WHAT THE TASK ASKS »
Pull each line containing "Ватутина" from the data.

START RAW DATA

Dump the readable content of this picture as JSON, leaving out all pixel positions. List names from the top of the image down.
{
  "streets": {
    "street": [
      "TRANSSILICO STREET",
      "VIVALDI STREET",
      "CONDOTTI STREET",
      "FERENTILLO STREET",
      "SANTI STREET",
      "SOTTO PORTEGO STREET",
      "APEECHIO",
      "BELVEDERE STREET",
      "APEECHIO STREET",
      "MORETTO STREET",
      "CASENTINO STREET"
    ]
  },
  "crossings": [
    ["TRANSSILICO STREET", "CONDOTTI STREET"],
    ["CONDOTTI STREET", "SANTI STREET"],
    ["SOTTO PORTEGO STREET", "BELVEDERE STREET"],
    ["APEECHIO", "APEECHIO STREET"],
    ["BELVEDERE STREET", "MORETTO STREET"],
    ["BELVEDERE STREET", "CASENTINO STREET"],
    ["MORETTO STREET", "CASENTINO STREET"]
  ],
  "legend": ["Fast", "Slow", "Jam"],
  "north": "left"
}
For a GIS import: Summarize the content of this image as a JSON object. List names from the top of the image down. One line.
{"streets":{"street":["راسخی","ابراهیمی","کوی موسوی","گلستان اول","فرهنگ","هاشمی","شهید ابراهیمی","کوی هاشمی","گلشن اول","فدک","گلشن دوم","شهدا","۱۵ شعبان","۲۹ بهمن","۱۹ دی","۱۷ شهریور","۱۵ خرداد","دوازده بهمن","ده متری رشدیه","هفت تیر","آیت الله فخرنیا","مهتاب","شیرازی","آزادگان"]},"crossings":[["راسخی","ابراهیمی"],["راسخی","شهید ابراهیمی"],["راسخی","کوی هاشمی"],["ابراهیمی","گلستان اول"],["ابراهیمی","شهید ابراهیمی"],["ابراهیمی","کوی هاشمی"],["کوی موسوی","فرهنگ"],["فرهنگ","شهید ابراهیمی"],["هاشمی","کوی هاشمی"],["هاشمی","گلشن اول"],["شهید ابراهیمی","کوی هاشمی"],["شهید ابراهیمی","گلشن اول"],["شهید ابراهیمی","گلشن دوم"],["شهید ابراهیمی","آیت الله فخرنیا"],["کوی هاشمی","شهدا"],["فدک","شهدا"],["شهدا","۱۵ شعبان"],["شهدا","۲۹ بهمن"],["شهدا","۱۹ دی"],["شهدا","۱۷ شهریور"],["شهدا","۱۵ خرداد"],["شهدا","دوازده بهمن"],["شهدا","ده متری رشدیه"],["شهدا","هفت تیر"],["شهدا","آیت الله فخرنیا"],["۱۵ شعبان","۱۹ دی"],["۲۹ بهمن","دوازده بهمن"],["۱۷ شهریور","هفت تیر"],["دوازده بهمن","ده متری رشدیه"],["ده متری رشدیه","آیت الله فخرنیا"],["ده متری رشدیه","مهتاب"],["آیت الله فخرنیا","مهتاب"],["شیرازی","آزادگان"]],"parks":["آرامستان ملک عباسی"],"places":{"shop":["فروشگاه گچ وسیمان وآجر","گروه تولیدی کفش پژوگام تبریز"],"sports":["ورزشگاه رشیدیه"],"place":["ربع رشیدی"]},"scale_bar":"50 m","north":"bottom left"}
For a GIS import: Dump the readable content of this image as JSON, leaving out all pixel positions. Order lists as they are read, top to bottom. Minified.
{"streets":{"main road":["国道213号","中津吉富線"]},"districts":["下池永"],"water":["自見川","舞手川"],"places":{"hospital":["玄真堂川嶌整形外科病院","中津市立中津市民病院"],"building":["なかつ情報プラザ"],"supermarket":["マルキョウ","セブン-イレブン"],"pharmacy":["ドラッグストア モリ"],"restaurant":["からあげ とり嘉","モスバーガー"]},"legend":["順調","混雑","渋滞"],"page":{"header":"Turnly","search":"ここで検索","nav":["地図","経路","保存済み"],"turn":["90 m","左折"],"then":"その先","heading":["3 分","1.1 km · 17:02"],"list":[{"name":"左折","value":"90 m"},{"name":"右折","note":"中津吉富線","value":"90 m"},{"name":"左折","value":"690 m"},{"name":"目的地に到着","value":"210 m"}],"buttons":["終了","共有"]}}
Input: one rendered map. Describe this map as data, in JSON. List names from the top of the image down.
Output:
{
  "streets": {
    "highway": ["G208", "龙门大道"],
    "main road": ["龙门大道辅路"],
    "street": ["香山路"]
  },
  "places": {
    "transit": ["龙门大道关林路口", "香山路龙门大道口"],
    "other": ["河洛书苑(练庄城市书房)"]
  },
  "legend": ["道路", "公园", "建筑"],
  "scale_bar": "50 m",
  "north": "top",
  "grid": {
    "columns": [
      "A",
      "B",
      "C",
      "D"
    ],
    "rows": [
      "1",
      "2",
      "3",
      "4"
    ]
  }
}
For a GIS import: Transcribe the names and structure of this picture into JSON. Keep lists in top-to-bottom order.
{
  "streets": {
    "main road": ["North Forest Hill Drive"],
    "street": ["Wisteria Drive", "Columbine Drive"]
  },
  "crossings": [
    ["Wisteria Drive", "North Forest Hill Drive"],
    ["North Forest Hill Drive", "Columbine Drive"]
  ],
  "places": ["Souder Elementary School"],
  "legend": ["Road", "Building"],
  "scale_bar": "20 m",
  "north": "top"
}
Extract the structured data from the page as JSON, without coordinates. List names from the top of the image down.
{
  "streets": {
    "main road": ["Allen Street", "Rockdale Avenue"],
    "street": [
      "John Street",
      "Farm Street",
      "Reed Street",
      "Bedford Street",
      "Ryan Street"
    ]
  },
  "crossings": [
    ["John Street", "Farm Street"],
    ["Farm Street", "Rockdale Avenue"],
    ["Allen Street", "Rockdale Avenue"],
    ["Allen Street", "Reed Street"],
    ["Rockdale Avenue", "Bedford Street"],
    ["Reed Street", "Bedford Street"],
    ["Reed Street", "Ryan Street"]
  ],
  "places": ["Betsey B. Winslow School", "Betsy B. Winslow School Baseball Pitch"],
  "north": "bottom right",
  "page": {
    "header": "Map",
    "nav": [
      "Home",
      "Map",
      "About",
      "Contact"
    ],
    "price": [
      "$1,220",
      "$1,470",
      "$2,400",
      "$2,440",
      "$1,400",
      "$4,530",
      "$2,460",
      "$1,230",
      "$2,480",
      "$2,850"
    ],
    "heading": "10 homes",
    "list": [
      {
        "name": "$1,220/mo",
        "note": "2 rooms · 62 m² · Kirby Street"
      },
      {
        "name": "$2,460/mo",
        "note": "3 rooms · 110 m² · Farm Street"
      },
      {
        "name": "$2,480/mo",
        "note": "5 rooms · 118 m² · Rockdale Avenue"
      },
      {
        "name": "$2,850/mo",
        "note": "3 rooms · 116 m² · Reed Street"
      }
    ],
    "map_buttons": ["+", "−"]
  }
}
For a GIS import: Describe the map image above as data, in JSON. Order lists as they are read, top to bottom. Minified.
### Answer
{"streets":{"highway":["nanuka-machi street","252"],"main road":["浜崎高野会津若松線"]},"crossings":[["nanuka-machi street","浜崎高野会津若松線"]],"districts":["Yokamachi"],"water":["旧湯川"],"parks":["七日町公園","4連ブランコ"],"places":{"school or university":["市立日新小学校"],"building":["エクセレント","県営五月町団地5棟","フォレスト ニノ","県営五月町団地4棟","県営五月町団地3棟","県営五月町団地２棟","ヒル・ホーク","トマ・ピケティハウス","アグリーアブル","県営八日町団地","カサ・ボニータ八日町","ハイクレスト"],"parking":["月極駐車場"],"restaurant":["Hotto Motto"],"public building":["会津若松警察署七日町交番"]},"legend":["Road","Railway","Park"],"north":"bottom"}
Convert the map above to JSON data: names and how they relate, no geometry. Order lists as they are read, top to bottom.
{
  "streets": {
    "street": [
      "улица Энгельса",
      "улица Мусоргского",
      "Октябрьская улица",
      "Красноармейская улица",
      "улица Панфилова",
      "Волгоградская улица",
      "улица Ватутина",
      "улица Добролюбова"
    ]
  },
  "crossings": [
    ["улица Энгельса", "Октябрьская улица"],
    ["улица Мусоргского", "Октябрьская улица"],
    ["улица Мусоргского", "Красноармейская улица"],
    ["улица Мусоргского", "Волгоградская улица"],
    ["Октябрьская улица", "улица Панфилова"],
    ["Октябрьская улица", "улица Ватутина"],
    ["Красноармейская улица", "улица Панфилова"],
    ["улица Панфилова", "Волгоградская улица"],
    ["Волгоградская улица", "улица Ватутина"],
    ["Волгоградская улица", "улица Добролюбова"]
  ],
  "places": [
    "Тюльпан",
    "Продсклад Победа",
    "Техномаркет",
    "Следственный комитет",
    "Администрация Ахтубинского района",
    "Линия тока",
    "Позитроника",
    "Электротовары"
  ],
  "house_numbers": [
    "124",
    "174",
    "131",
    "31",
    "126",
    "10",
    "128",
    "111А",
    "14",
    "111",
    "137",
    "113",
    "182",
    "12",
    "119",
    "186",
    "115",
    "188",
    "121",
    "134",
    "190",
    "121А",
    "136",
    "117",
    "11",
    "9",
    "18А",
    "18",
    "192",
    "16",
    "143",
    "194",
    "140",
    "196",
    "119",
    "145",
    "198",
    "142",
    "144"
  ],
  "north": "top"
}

END RAW DATA

SOLUTION »
      "улица Ватутина",
    ["Октябрьская улица", "улица Ватутина"],
    ["Волгоградская улица", "улица Ватутина"],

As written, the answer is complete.